I like reading your blog. I don't read it everyday - just when something strikes me. I have a wonderful relationship with my ex-husband. We were married for 15 years and have 2 amazing boys. Marriage did not work for us - but being friends does. There is not one thing one would not do for the other. I wish other people could be like that but I know they cannot - due to circumstances me and mine did not have. One very important person in my life never understood how a friendship can come from a marriage - I sent him this link - maybe he can understand. Happy b-day Noah's mom and congratulations on your little one. Pregnancy is wonderful and having a baby is our chance to assist God in a miracle. :)
Happy birthday Andrea! You two are an inspiration to me! The world will be watching to see what such amazing influences do for Noah! The world is a better place because of the space you two hold in it!
Thank you everyone for your kind words:). I feel so blessed for so many reasons beyond what I can express. You all are amazing people... <3 Andrea (Noah's lucky mommy)
Happy Birthday Andrea! It is unbelievable how similar my story is to yours. I have to constantly explain the relationship
I share with the father of my kids to everyone in my life. I met him in high school at 18 and have 2 beautiful kids but after 8 yrs of chasing that dream ourselves we parted ways. Now I am staying with him while I save for a home and it has been good for all of us. While I closed the door to what we shared long ago I will always love him as the father of my children. I am happy to share in your sentiment as I just celebrated his 30th birthday by sky diving with him just a few days ago. We may not work together as a couple any longer but we work hard to ensure our friendship and care remains the same for our kids. Thank you for sharing, it is great to feel like there are parents who share the same belief that we can remain supportive of one another regardless of the relationship.
Thank you for being the parents who put your child before yourselves, your fights, your differences. Happy birthday, Andrea!
Happy birthday, Andrea! Thank you for allowing us to share your Noah and the joy he brings from the webpages of this blog. May you continue to enjoy the blessings you have in this life!
The two of you represent the best of all possible circumstances. Noah now has two sets of adults who have his best interests in mind instead of just one. There is a larger support network in place for him and for the two of you.
Congratulations on being the best parents you can possibly be!!
Oh, and Happy Birthday Andrea!!
The relationship with your ex-wife is amazing. It would be nice if all people whose marriages didn't work out could be amicable with each other.
I'm going through a divorce now and have a less than amicable relationship with my ex. Thanks for this, Dan. I need to follow your example for the sake of my two amazing children.
Happy birthday, Noah's mom!!
Wow! that is awesome! I sure wish I could have that kind of relationship with my ex!
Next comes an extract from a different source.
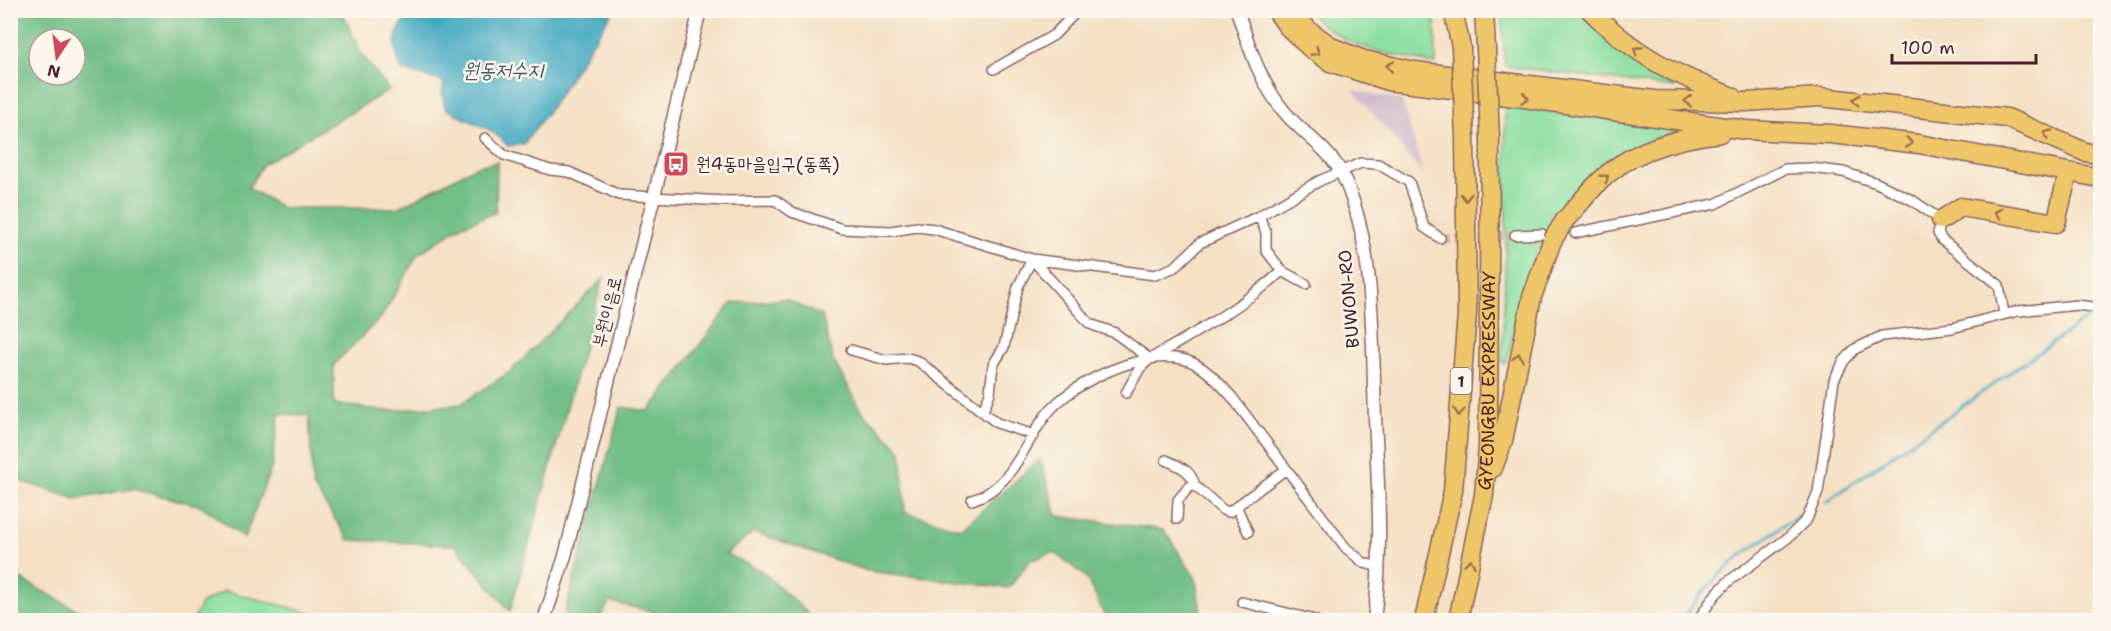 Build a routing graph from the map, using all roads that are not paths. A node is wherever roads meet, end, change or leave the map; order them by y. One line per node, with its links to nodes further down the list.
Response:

Happy Birthday, Andrea, and great job raising Noah ! I'm a counselor, and I wish most divorced parents would at least be respectful of the other parent... much less be able to be friends!
What a very nice tribute. I don't understand why more people aren't like you are with their "Ex". Every person in our life has shaped us in some way and to be hateful and/or bitter toward them only really hurts us. Thank you for posting this.
I'm so lucky to have known Andrea in person back at Ramstein. She really is a wonderful person and deserves all the best. Happy Birthday, Andrea Blake Chapman!
I was reduced to tears reading that, a beautiful blog, happy birthday Andrea, and many congratulations on your miracle pregnancy
Bravo to you and her (and her husband) for working together harmoniously for Noah's sake! Happy birthday, Andrea! And congratulations on the newest family member. :)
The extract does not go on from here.